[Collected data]
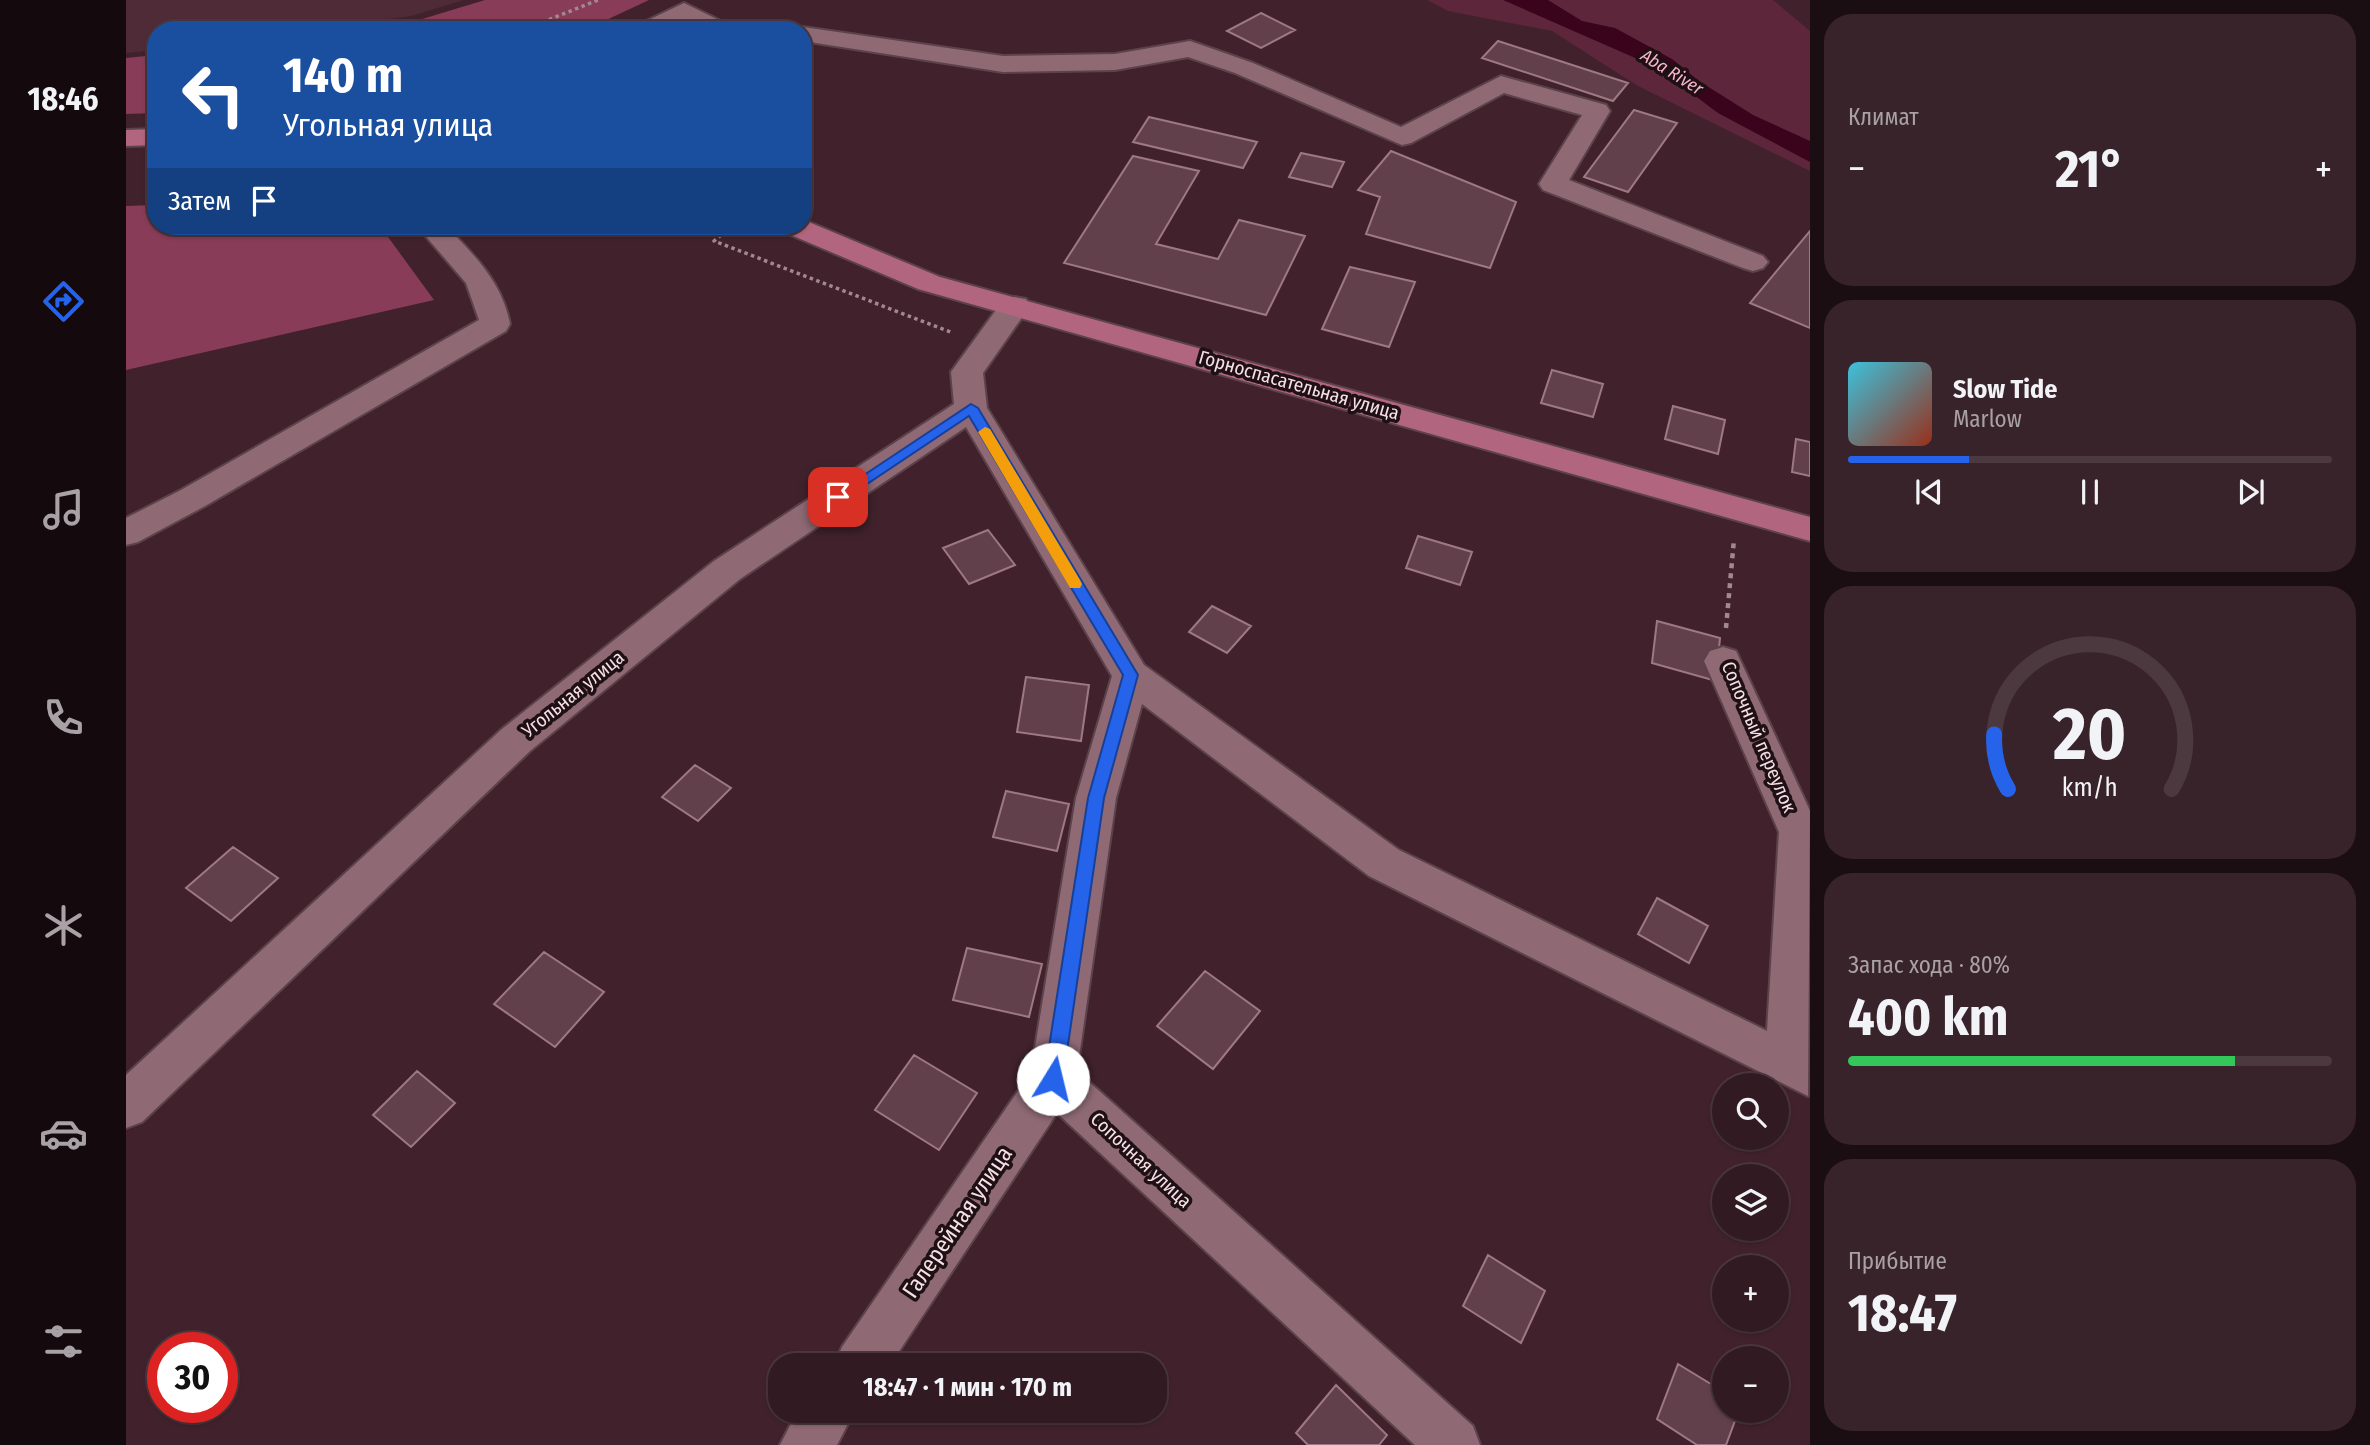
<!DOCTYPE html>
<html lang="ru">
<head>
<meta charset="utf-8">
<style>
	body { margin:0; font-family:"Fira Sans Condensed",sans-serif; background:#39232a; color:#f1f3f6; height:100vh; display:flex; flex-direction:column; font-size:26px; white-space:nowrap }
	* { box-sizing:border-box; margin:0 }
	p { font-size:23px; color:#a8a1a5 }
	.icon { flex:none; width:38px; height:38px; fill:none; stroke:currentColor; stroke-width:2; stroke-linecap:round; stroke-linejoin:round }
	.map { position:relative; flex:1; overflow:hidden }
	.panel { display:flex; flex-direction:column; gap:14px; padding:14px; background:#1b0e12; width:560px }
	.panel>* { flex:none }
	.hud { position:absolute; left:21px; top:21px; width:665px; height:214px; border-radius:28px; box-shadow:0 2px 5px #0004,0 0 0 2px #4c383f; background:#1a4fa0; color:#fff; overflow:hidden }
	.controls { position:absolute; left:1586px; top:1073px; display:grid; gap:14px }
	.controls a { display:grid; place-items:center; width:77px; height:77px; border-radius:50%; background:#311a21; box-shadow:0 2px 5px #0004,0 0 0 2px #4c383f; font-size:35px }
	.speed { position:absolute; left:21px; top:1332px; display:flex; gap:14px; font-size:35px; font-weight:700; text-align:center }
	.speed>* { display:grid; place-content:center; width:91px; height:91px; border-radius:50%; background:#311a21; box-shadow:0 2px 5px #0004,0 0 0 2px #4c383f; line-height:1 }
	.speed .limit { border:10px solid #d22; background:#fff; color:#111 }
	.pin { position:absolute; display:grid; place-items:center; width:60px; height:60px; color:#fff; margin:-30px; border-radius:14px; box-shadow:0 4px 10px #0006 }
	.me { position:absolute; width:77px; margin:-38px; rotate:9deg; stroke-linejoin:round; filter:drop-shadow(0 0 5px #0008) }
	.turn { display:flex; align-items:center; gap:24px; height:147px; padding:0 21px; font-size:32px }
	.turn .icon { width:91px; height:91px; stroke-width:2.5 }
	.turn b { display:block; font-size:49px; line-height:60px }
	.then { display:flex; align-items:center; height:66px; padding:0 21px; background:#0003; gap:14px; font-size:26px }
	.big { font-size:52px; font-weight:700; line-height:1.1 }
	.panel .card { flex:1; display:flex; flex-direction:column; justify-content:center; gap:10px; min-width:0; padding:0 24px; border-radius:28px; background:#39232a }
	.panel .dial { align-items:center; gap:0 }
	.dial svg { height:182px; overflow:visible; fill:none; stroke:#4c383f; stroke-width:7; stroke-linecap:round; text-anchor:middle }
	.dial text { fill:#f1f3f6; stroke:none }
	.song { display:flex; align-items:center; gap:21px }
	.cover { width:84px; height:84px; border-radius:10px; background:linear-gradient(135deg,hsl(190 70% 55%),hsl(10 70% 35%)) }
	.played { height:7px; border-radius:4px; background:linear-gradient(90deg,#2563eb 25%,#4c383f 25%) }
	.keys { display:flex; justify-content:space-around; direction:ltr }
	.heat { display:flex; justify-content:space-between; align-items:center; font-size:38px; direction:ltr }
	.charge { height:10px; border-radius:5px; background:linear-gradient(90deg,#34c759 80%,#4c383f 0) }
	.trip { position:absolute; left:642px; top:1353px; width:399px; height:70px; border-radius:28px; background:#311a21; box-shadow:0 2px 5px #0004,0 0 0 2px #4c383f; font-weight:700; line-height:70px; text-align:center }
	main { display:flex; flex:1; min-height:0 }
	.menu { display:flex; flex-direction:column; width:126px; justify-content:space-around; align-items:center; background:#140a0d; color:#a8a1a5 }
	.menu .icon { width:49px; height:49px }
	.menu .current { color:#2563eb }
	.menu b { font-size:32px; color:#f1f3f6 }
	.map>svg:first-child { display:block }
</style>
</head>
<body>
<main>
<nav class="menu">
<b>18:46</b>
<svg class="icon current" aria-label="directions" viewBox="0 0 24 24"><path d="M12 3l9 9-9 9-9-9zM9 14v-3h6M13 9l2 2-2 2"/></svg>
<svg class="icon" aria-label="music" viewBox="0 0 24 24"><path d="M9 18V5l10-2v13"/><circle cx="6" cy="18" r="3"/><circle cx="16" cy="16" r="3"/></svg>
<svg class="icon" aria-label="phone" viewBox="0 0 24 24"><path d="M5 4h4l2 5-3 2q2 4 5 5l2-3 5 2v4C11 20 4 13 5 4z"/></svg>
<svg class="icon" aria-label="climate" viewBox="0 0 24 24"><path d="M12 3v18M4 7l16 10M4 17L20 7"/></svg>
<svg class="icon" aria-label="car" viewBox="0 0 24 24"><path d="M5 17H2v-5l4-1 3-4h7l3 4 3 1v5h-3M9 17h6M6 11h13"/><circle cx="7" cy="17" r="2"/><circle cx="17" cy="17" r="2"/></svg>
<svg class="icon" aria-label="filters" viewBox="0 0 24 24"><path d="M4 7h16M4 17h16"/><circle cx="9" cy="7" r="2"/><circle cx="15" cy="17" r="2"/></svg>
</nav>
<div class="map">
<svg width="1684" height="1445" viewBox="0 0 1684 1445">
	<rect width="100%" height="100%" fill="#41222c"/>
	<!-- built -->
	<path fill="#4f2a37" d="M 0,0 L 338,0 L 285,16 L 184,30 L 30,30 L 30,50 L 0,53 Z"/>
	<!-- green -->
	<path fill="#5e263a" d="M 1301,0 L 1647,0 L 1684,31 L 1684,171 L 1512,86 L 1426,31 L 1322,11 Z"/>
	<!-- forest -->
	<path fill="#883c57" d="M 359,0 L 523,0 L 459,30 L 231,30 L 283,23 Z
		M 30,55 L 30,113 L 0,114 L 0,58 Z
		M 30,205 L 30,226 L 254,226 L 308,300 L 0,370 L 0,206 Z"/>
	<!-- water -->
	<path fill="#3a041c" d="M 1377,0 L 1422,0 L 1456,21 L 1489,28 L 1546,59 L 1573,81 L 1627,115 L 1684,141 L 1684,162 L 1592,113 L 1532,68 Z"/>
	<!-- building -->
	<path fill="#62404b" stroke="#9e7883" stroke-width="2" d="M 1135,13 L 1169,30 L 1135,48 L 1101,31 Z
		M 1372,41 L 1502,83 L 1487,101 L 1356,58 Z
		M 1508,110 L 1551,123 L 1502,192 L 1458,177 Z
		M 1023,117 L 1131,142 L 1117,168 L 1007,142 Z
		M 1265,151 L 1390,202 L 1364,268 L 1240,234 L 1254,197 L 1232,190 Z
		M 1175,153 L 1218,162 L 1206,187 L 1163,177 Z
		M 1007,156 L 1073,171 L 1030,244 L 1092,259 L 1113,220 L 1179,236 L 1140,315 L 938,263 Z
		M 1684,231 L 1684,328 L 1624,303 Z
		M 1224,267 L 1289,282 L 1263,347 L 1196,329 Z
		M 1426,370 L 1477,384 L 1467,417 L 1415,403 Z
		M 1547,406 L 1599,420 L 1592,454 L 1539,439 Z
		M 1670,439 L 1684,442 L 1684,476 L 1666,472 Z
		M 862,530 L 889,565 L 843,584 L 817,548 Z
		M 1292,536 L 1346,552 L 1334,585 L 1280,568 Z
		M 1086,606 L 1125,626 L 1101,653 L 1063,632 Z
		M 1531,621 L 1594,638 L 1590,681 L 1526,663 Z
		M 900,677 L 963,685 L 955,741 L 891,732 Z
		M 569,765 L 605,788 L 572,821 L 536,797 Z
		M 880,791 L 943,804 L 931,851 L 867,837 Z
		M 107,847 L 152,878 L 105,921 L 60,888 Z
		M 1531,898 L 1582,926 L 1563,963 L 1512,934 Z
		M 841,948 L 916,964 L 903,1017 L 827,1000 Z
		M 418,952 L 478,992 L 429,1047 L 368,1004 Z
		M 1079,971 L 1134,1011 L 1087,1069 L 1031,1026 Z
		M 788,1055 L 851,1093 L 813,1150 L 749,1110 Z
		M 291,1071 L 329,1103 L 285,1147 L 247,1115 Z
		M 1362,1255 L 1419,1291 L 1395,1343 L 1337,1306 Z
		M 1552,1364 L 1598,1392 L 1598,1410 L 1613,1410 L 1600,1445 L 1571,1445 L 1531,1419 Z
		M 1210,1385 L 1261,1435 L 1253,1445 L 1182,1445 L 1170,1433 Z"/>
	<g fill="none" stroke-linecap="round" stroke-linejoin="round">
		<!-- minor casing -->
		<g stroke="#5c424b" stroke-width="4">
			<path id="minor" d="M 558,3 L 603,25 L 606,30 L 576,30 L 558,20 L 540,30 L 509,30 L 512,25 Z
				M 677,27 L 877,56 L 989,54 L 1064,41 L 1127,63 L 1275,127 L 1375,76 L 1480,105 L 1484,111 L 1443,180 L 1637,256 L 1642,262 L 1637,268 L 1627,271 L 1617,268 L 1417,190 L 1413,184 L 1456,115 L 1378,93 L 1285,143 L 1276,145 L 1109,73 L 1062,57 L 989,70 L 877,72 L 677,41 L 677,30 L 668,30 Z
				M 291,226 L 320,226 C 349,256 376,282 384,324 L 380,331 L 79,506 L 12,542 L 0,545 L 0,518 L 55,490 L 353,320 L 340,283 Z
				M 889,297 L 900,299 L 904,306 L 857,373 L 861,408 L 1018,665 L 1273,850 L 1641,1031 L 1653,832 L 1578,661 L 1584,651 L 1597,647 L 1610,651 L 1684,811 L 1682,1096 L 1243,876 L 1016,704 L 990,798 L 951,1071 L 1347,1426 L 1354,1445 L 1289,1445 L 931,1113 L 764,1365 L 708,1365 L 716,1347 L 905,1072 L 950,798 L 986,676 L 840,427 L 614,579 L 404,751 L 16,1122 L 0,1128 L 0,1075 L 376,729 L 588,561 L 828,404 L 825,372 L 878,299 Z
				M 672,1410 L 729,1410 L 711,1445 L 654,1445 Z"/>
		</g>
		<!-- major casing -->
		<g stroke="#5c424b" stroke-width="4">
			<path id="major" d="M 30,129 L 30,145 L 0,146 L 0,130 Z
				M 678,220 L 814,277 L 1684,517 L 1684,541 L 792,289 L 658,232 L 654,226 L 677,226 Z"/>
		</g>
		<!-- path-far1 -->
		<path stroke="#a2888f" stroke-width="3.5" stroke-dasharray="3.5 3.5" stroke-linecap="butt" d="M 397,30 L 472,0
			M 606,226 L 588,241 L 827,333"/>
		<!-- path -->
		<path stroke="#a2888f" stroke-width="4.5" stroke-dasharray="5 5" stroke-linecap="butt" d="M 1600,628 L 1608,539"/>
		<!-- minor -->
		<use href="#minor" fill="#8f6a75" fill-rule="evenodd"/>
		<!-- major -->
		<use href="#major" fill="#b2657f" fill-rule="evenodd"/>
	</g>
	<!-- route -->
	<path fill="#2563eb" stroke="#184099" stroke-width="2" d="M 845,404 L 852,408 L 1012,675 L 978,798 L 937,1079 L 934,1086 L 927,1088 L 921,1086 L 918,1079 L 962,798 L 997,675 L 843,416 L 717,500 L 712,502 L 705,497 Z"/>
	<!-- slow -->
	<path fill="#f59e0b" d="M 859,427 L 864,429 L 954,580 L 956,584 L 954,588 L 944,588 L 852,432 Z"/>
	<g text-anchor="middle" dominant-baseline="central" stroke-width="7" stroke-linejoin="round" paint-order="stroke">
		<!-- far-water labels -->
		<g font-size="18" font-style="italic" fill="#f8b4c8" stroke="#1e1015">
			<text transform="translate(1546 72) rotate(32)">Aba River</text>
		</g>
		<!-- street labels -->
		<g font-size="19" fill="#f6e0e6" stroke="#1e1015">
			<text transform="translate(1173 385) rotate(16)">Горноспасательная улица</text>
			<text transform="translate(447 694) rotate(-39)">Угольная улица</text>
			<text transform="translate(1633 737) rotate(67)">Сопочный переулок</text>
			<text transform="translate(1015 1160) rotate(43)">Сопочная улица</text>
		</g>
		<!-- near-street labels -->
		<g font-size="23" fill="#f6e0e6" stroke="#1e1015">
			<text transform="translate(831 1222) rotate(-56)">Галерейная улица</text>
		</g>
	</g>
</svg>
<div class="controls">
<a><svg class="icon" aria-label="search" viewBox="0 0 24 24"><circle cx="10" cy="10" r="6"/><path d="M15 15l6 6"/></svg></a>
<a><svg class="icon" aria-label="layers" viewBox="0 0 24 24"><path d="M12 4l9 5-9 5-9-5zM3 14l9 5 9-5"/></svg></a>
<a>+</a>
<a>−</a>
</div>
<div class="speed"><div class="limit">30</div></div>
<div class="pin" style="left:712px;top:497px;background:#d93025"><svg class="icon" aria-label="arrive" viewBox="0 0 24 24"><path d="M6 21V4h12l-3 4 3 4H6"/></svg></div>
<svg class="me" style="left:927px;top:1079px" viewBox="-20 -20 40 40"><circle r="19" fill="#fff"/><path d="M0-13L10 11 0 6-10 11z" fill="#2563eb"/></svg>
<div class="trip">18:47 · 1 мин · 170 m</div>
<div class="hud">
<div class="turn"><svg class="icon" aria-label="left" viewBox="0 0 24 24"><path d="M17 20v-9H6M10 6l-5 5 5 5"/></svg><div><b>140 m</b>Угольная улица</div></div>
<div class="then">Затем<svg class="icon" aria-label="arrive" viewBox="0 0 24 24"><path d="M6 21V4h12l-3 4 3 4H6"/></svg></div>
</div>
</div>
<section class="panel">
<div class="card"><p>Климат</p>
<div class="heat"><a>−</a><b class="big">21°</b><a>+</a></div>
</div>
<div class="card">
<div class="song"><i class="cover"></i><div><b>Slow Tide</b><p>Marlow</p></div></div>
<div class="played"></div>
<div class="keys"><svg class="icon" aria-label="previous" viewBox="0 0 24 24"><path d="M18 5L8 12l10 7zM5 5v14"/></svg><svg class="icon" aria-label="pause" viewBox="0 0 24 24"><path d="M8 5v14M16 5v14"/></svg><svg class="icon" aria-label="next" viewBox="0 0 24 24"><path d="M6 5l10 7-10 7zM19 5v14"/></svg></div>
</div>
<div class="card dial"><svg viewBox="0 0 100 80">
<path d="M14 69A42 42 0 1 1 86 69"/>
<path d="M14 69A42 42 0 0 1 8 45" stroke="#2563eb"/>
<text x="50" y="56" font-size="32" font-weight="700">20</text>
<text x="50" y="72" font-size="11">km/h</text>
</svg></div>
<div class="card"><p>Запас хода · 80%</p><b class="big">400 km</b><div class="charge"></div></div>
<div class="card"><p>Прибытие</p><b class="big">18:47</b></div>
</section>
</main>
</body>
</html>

● ABOUT THIS EXERCISE: Will you return exactly the lines above from the one with "position:absolute; left:1586px; top:1073px;" down to the one with "display:flex; align-items:center; gap:21px", counting both as part of the range?

● RESULT FOR THIS TASK:
	.controls { position:absolute; left:1586px; top:1073px; display:grid; gap:14px }
	.controls a { display:grid; place-items:center; width:77px; height:77px; border-radius:50%; background:#311a21; box-shadow:0 2px 5px #0004,0 0 0 2px #4c383f; font-size:35px }
	.speed { position:absolute; left:21px; top:1332px; display:flex; gap:14px; font-size:35px; font-weight:700; text-align:center }
	.speed>* { display:grid; place-content:center; width:91px; height:91px; border-radius:50%; background:#311a21; box-shadow:0 2px 5px #0004,0 0 0 2px #4c383f; line-height:1 }
	.speed .limit { border:10px solid #d22; background:#fff; color:#111 }
	.pin { position:absolute; display:grid; place-items:center; width:60px; height:60px; color:#fff; margin:-30px; border-radius:14px; box-shadow:0 4px 10px #0006 }
	.me { position:absolute; width:77px; margin:-38px; rotate:9deg; stroke-linejoin:round; filter:drop-shadow(0 0 5px #0008) }
	.turn { display:flex; align-items:center; gap:24px; height:147px; padding:0 21px; font-size:32px }
	.turn .icon { width:91px; height:91px; stroke-width:2.5 }
	.turn b { display:block; font-size:49px; line-height:60px }
	.then { display:flex; align-items:center; height:66px; padding:0 21px; background:#0003; gap:14px; font-size:26px }
	.big { font-size:52px; font-weight:700; line-height:1.1 }
	.panel .card { flex:1; display:flex; flex-direction:column; justify-content:center; gap:10px; min-width:0; padding:0 24px; border-radius:28px; background:#39232a }
	.panel .dial { align-items:center; gap:0 }
	.dial svg { height:182px; overflow:visible; fill:none; stroke:#4c383f; stroke-width:7; stroke-linecap:round; text-anchor:middle }
	.dial text { fill:#f1f3f6; stroke:none }
	.song { display:flex; align-items:center; gap:21px }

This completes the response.